Task brief | The expected response is a copy of every line in the entries below that includes the word "GLENAMUCK".

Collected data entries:
|---|
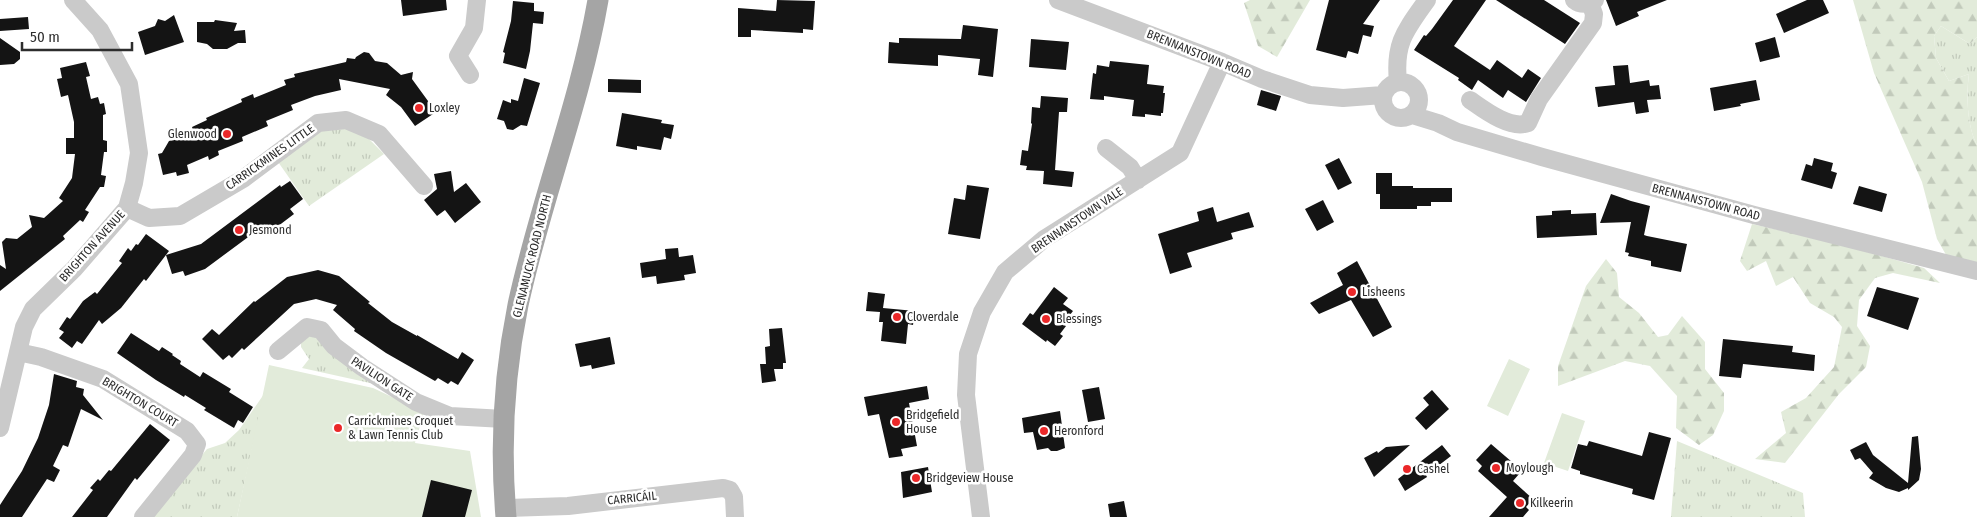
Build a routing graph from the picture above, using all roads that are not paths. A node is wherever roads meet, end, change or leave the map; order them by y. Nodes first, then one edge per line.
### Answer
1 (73, 0) edge
2 (477, 0) edge
3 (598, 0) edge
4 (1058, 0) edge
5 (1427, 0) edge
6 (1586, 1) edge
7 (1093, 6) edge
8 (1222, 62) junction
9 (470, 75) dead end
10 (1398, 82) junction
11 (1384, 102) junction
12 (1415, 108) junction
13 (1479, 108) dead end
14 (1106, 148) dead end
15 (1138, 180) junction
16 (424, 186) dead end
17 (127, 208) junction
18 (1977, 271) edge
19 (278, 351) dead end
20 (18, 352) junction
21 (2, 406) edge
22 (504, 419) junction
23 (0, 428) edge
24 (506, 512) edge
25 (143, 517) edge
26 (735, 517) edge
27 (981, 517) edge

1 - 17 street, BRIGHTON AVENUE
2 - 9 street
3 - 22 main road, GLENAMUCK ROAD NORTH
4 - 7 street, BRENNANSTOWN ROAD
5 - 10 street
6 - 13 street
7 - 8 street, BRENNANSTOWN ROAD
8 - 11 street, BRENNANSTOWN ROAD
8 - 15 street, BRENNANSTOWN VALE
10 - 11 street
10 - 12 street
11 - 12 street, BRENNANSTOWN ROAD
12 - 18 street, BRENNANSTOWN ROAD
14 - 15 street
15 - 27 street, BRENNANSTOWN VALE
16 - 17 street, CARRICKMINES LITTLE
17 - 20 street, BRIGHTON AVENUE
19 - 22 street, PAVILION GATE
20 - 21 street, BRIGHTON AVENUE
20 - 25 street, BRIGHTON COURT
21 - 23 street, BRIGHTON AVENUE
22 - 24 main road, GLENAMUCK ROAD NORTH
24 - 26 street, CARRICÁIL

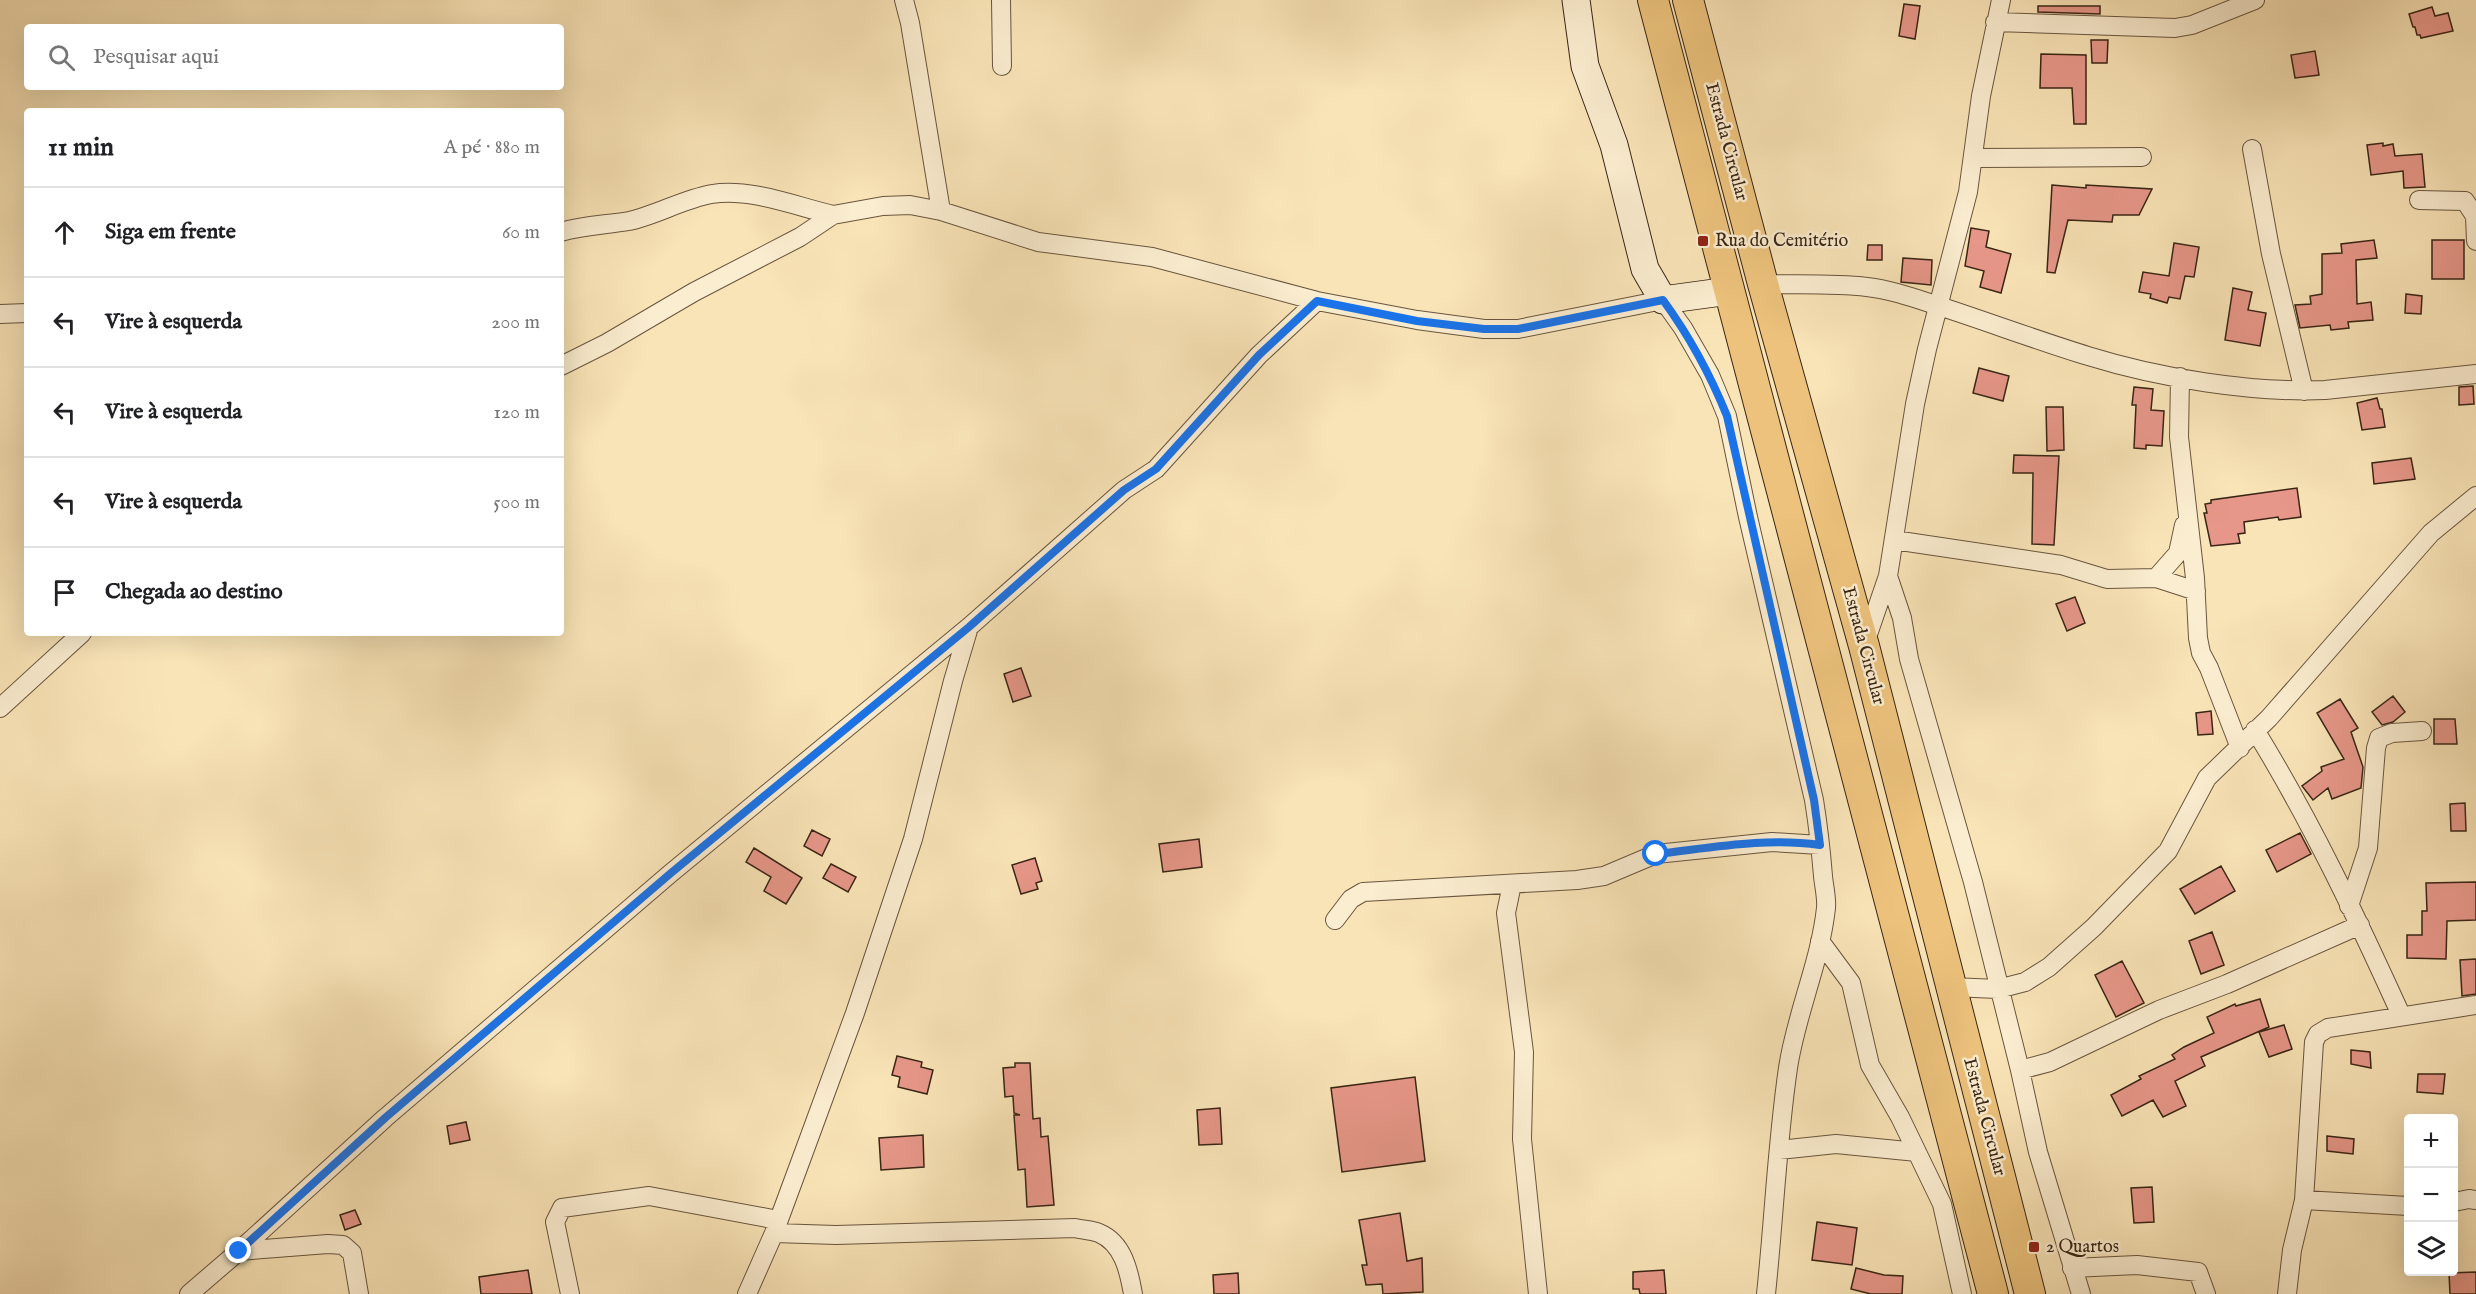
|---|
Exercise answer |
3 - 22 main road, GLENAMUCK ROAD NORTH
22 - 24 main road, GLENAMUCK ROAD NORTH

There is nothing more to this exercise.